Sometimes the following cell (or 2, or 3) will have the same exact content except it will have a number at the end:

ASP.NET.Site.Performance.Secrets..Simple.and.Proven.Techniques.to.Quickly.Speed.up.Your.ASP>.NET.Web.Site.1

ASP.NET.Site.Performance.Secrets..Simple.and.Proven.Techniques.to.Quickly.Speed.up.Your.ASP>.NET.Web.Site.2

How can I efficiently eliminate these duplicates? Thanks for any help you can offer.

Community
  • 1
  • 1
  • Is the number always one digit or can it be more? – EndlessLoop Feb 25 '14 at 23:29
  • Is there a rule you can provide us for what the extensions could be? I understand ".1", ".2", but what if there are more than 9? Is it ".10" or "1.0", etc? – Enigmativity Feb 25 '14 at 23:45
  • Always one as far as I can tell. I haven't examined all of the rows obviously, but it's always followed the pattern above and I've never seen it surpass ".3" – user3304229 Feb 25 '14 at 23:59
  • I have no idea if 10 would be .10 or 1.0. Another potential issue is that there are valid instances of ".1" ".2" etc. as every term in each cell is separated by a dot, as seen in my examples above, and numbers will be in some these book titles. – user3304229 Feb 26 '14 at 00:04

1 Answers1

1

Assuming the data is in column A, Create a new calculated column as follows:

=IF(ISNUMBER(VALUE(RIGHT(A2,LEN(A2)-FIND("@",SUBSTITUTE(A2,".","@",(LEN(A2)-LEN(SUBSTITUTE(A2,".","")))/LEN(".")))))),LEFT(A2,FIND("@",SUBSTITUTE(A2,".","@",(LEN(A2)-LEN(SUBSTITUTE(A2,".","")))/LEN(".")))-1),A2)

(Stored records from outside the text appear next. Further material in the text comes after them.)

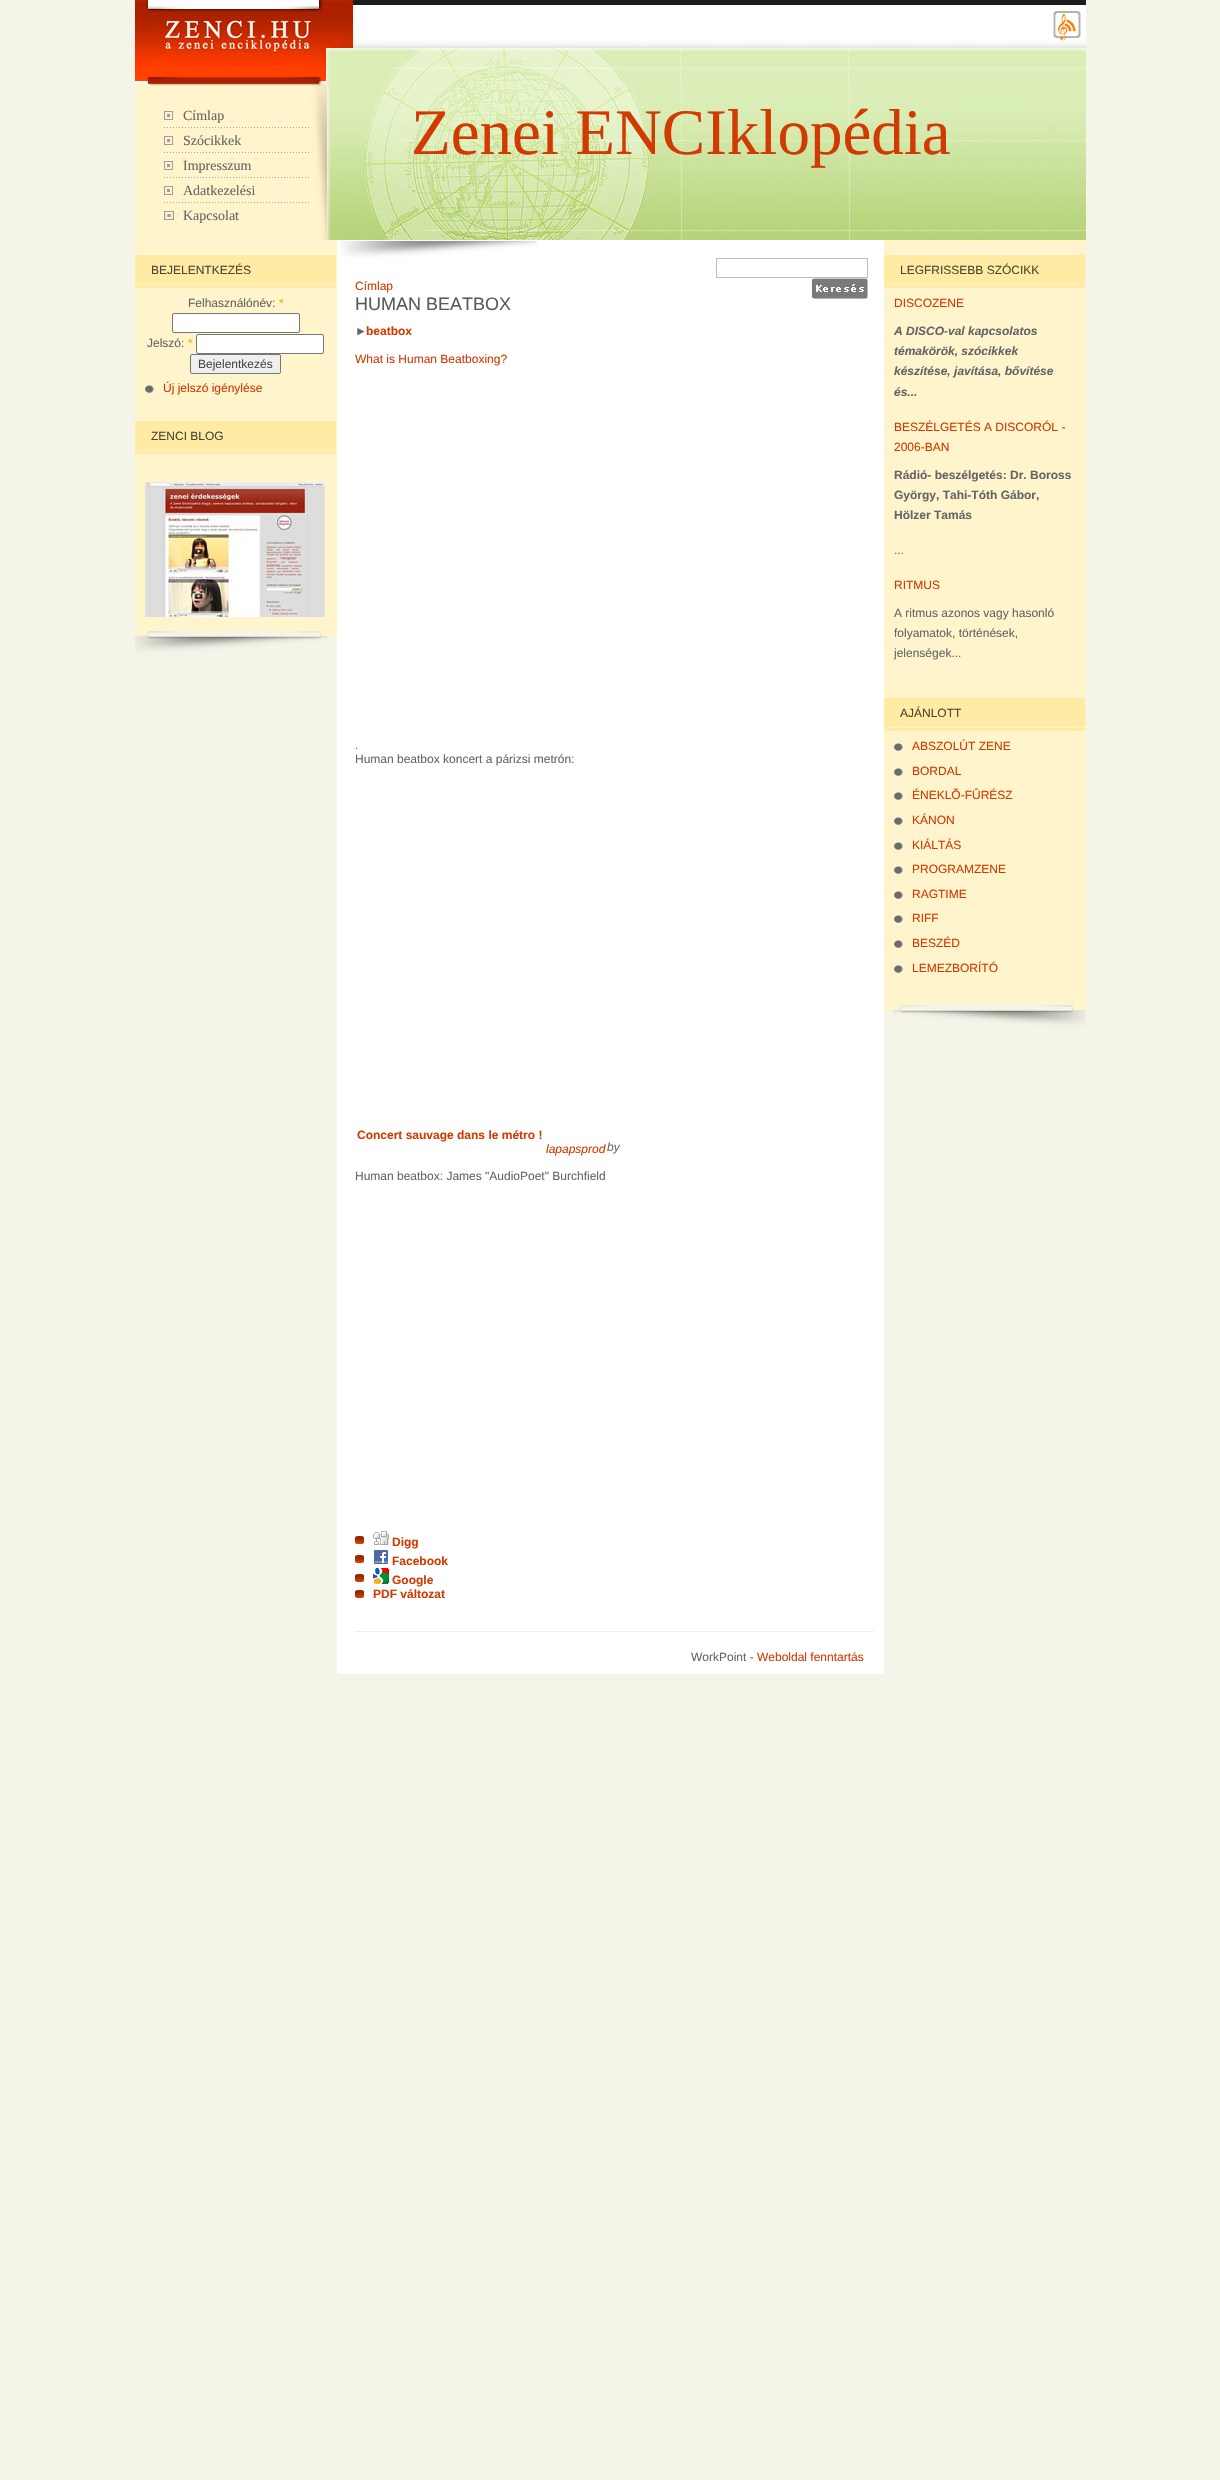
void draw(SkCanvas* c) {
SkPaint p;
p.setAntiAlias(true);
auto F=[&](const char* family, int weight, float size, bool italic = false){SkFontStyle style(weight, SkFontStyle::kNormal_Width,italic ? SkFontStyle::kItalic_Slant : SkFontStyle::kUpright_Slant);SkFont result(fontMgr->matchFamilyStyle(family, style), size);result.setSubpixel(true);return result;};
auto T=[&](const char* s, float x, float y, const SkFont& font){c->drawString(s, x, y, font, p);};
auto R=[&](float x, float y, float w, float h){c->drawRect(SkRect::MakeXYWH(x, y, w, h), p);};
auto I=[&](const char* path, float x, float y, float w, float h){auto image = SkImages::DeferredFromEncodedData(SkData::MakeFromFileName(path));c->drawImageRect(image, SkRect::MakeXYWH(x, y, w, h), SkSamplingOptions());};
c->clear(0xfff4f4e8);
I("1.png",135,0,951,84);
I("2.png",1053,11,28,30);
I("3.png",135,84,951,156);
I("4.png",164,111,145,17);
auto f1 = F("Liberation Serif",400,14);
p.setColor(0xff656565);
T("Címlap",183,120,f1);
I("4.png",164,136,145,17);
T("Szócikkek",183,145,f1);
I("4.png",164,161,145,17);
T("Impresszum",183,170,f1);
I("4.png",164,186,145,17);
T("Adatkezelési",183,195,f1);
I("5.png",164,211,10,9);
T("Kapcsolat",183,220,f1);
auto f2 = F("Liberation Serif",400,65);
p.setColor(0xffd13a01);
T("Zenei ENCIklopédia",411,154,f2);
p.setColor(0xfffff4cc);
R(135,240,202,391);
I("6.png",135,255,201,33);
auto f3 = F("Liberation Sans",400,12);
p.setColor(0xff4c4631);
T("BEJELENTKEZÉS",151,274,f3);
p.setColor(0xff656565);
T("Felhasználónév:",188,307,f3);
p.setColor(0xffffae00);
T("*",279,307,f3);
p.setColor(0xffffffff);
c->drawRoundRect(SkRect::MakeXYWH(172.5,313.5,127,19),1.5,1.5,p);
p.setStroke(true);
p.setStrokeWidth(1);
p.setColor(0xff767676);
c->drawRoundRect(SkRect::MakeXYWH(172.5,313.5,127,19),1.5,1.5,p);
p.setStroke(false);
p.setColor(0xff656565);
T("Jelszó:",147,347,f3);
p.setColor(0xffffae00);
T("*",188,347,f3);
p.setColor(0xffffffff);
c->drawRoundRect(SkRect::MakeXYWH(196.5,334.5,127,19),1.5,1.5,p);
p.setStroke(true);
p.setColor(0xff767676);
c->drawRoundRect(SkRect::MakeXYWH(196.5,334.5,127,19),1.5,1.5,p);
p.setStroke(false);
p.setColor(0xffefefef);
c->drawRoundRect(SkRect::MakeXYWH(190.5,354.5,90,19),1.5,1.5,p);
p.setStroke(true);
p.setColor(0xff767676);
c->drawRoundRect(SkRect::MakeXYWH(190.5,354.5,90,19),1.5,1.5,p);
p.setStroke(false);
p.setColor(0xff494949);
T("Bejelentkezés",198,368,f3);
I("7.png",145,385,9,8);
p.setColor(0xffd13a01);
T("Új jelszó igénylése",163,392,f3);
I("6.png",135,421,201,33);
p.setColor(0xff4c4631);
T("ZENCI BLOG",151,440,f3);
I("8.png",145,482,180,135);
I("9.png",135,631,202,28);
p.setColor(0xffffffff);
R(337,240,547,1434);
I("10.png",340,241,197,16);
p.setStroke(true);
p.setColor(0xffbcbcbc);
c->drawRect(SkRect::MakeXYWH(716.5,258.5,151,19),p);
I("11.png",812,278,56,21);
p.setStroke(false);
p.setColor(0xffd13a01);
T("Címlap",355,290,f3);
auto f4 = F("Liberation Sans",400,18);
p.setColor(0xff4f5c62);
T("HUMAN BEATBOX",355,310,f4);
p.setColor(0xffe9eff3);
R(355,1631,519,1);
auto f5 = F("Liberation Sans",700,12);
p.setColor(0xff656565);
T("►",355,335,f5);
p.setColor(0xffd13a01);
T("beatbox",366,335,f5);
T("What is Human Beatboxing?",355,363,f3);
p.setColor(0xff656565);
T(".",355,749,f3);
T("Human beatbox koncert a párizsi metrón:",355,763,f3);
p.setColor(0xffd13a01);
T("Concert sauvage dans le métro !",357,1139,f5);
auto f6 = F("Liberation Sans",400,12,true);
T("lapapsprod",546,1153,f6);
p.setColor(0xff656565);
T("by",607,1151,f6);
T("Human beatbox: James \"AudioPoet\" Burchfield",355,1180,f3);
I("12.png",355,1536,9,8);
I("13.png",373,1531,16,14);
p.setColor(0xffd13a01);
T("Digg",392,1546,f5);
I("12.png",355,1555,9,8);
I("14.png",374,1550,14,14);
T("Facebook",392,1565,f5);
I("12.png",355,1574,9,8);
I("15.png",373,1568,16,16);
T("Google",392,1584,f5);
I("12.png",355,1590,9,8);
T("PDF változat",373,1598,f5);
p.setColor(0xff656565);
T("WorkPoint -",691,1661,f3);
p.setColor(0xffd13a01);
T("Weboldal fenntartás",757,1661,f3);
p.setColor(0xfffff4cc);
R(884,240,202,765);
I("6.png",884,255,201,33);
p.setColor(0xff4c4631);
T("LEGFRISSEBB SZÓCIKK",900,274,f3);
p.setColor(0xffd13a01);
T("DISCOZENE",894,307,f3);
auto f7 = F("Liberation Sans",700,12,true);
p.setColor(0xff656565);
T("A DISCO-val kapcsolatos",894,335,f7);
T("témakörök, szócikkek",894,355,f7);
T("készítése, javítása, bővítése",894,375,f7);
T("és...",894,396,f7);
p.setColor(0xffd13a01);
T("BESZÉLGETÉS A DISCORÓL -",894,431,f3);
T("2006-BAN",894,451,f3);
p.setColor(0xff656565);
T("Rádió- beszélgetés: Dr. Boross",894,479,f5);
T("György, Tahi-Tóth Gábor,",894,499,f5);
T("Hölzer Tamás",894,519,f5);
T("...",894,554,f3);
p.setColor(0xffd13a01);
T("RITMUS",894,589,f3);
p.setColor(0xff656565);
T("A ritmus azonos vagy hasonló",894,617,f3);
T("folyamatok, történések,",894,637,f3);
T("jelenségek...",894,657,f3);
I("6.png",884,698,201,33);
p.setColor(0xff4c4631);
T("AJÁNLOTT",900,717,f3);
I("16.png",894,743,9,8);
p.setColor(0xffd13a01);
T("ABSZOLÚT ZENE",912,750,f3);
I("16.png",894,768,9,8);
T("BORDAL",912,775,f3);
I("16.png",894,792,9,8);
T("ÉNEKLÕ-FÛRÉSZ",912,799,f3);
I("16.png",894,817,9,8);
T("KÁNON",912,824,f3);
I("16.png",894,842,9,8);
T("KIÁLTÁS",912,849,f3);
I("16.png",894,866,9,8);
T("PROGRAMZENE",912,873,f3);
I("16.png",894,891,9,8);
T("RAGTIME",912,898,f3);
I("16.png",894,915,9,8);
T("RIFF",912,922,f3);
I("16.png",894,940,9,8);
T("BESZÉD",912,947,f3);
I("16.png",894,965,9,8);
T("LEMEZBORÍTÓ",912,972,f3);
I("17.png",884,1005,202,28);
}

It's ugly. The formula checks if the characters after the last period are a number. If so, it strips them and the period off. If not, it just returns the original field.

Credit to Excel: last character/string match in a string for how to get the last occurrence of a character in a string.

EDIT: Based on it always being a single digit, the function could be simplified.

=IF(AND(ISNUMBER(VALUE(RIGHT(A1,1))),MID(A1,LEN(A1)-1,1)="."),LEFT(A1,LEN(A1)-2),A1)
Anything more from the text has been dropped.